From the data that follows, copy every line holding the string "junction".
======
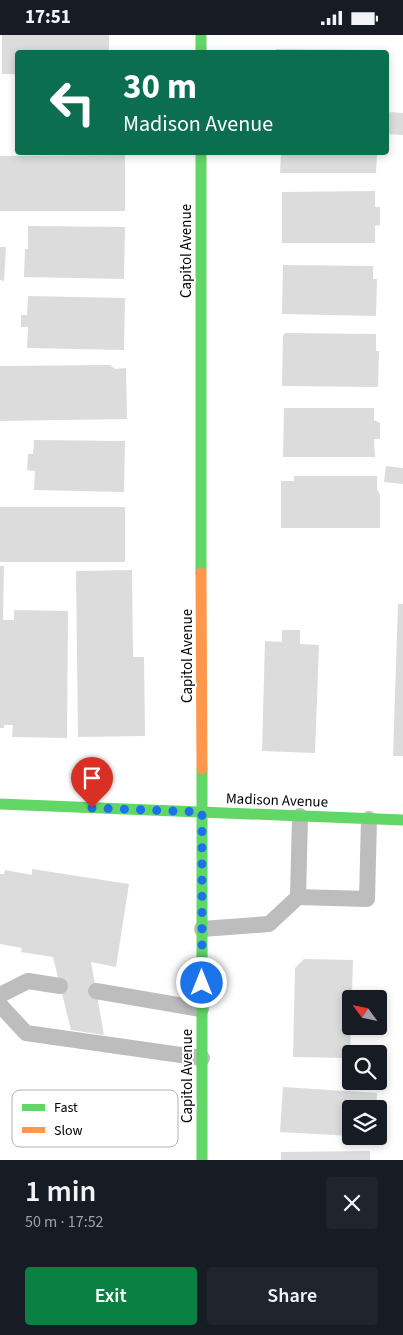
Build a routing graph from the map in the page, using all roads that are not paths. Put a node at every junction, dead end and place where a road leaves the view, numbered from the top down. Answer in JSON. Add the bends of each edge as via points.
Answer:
{"nodes":[{"id":1,"x":201,"y":35,"type":"edge"},
{"id":2,"x":201,"y":50,"type":"edge"},
{"id":3,"x":201,"y":155,"type":"edge"},
{"id":4,"x":0,"y":804,"type":"edge"},
{"id":5,"x":202,"y":812,"type":"junction"},
{"id":6,"x":300,"y":816,"type":"junction"},
{"id":7,"x":369,"y":819,"type":"junction"},
{"id":8,"x":403,"y":820,"type":"edge"},
{"id":9,"x":298,"y":897,"type":"junction"},
{"id":10,"x":202,"y":929,"type":"junction"},
{"id":11,"x":60,"y":987,"type":"dead end"},
{"id":12,"x":96,"y":991,"type":"dead end"},
{"id":13,"x":0,"y":995,"type":"edge"},
{"id":14,"x":0,"y":1005,"type":"edge"},
{"id":15,"x":201,"y":1009,"type":"junction"},
{"id":16,"x":202,"y":1058,"type":"junction"},
{"id":17,"x":202,"y":1160,"type":"edge"}],
"edges":[{"from":1,"to":2,"type":"main road"},
{"from":3,"to":5,"type":"main road","name":"Capitol Avenue"},
{"from":4,"to":5,"type":"main road","name":"Madison Avenue"},
{"from":5,"to":6,"type":"main road","name":"Madison Avenue"},
{"from":5,"to":10,"type":"main road","name":"Capitol Avenue"},
{"from":6,"to":7,"type":"main road","name":"Madison Avenue"},
{"from":6,"to":9,"type":"lane"},
{"from":7,"to":8,"type":"main road","name":"Madison Avenue"},
{"from":7,"to":9,"type":"lane","via":[[368,899]]},
{"from":9,"to":10,"type":"lane","via":[[269,924]]},
{"from":10,"to":15,"type":"main road","name":"Capitol Avenue"},
{"from":11,"to":13,"type":"lane","via":[[28,981]]},
{"from":12,"to":15,"type":"lane"},
{"from":14,"to":16,"type":"lane","via":[[26,1033]]},
{"from":15,"to":16,"type":"main road","name":"Capitol Avenue"},
{"from":16,"to":17,"type":"main road","name":"Capitol Avenue"}]}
======
◆ RESULT FOR THIS TASK ◆
Build a routing graph from the map in the page, using all roads that are not paths. Put a node at every junction, dead end and place where a road leaves the view, numbered from the top down. Answer in JSON. Add the bends of each edge as via points.
{"id":5,"x":202,"y":812,"type":"junction"},
{"id":6,"x":300,"y":816,"type":"junction"},
{"id":7,"x":369,"y":819,"type":"junction"},
{"id":9,"x":298,"y":897,"type":"junction"},
{"id":10,"x":202,"y":929,"type":"junction"},
{"id":15,"x":201,"y":1009,"type":"junction"},
{"id":16,"x":202,"y":1058,"type":"junction"},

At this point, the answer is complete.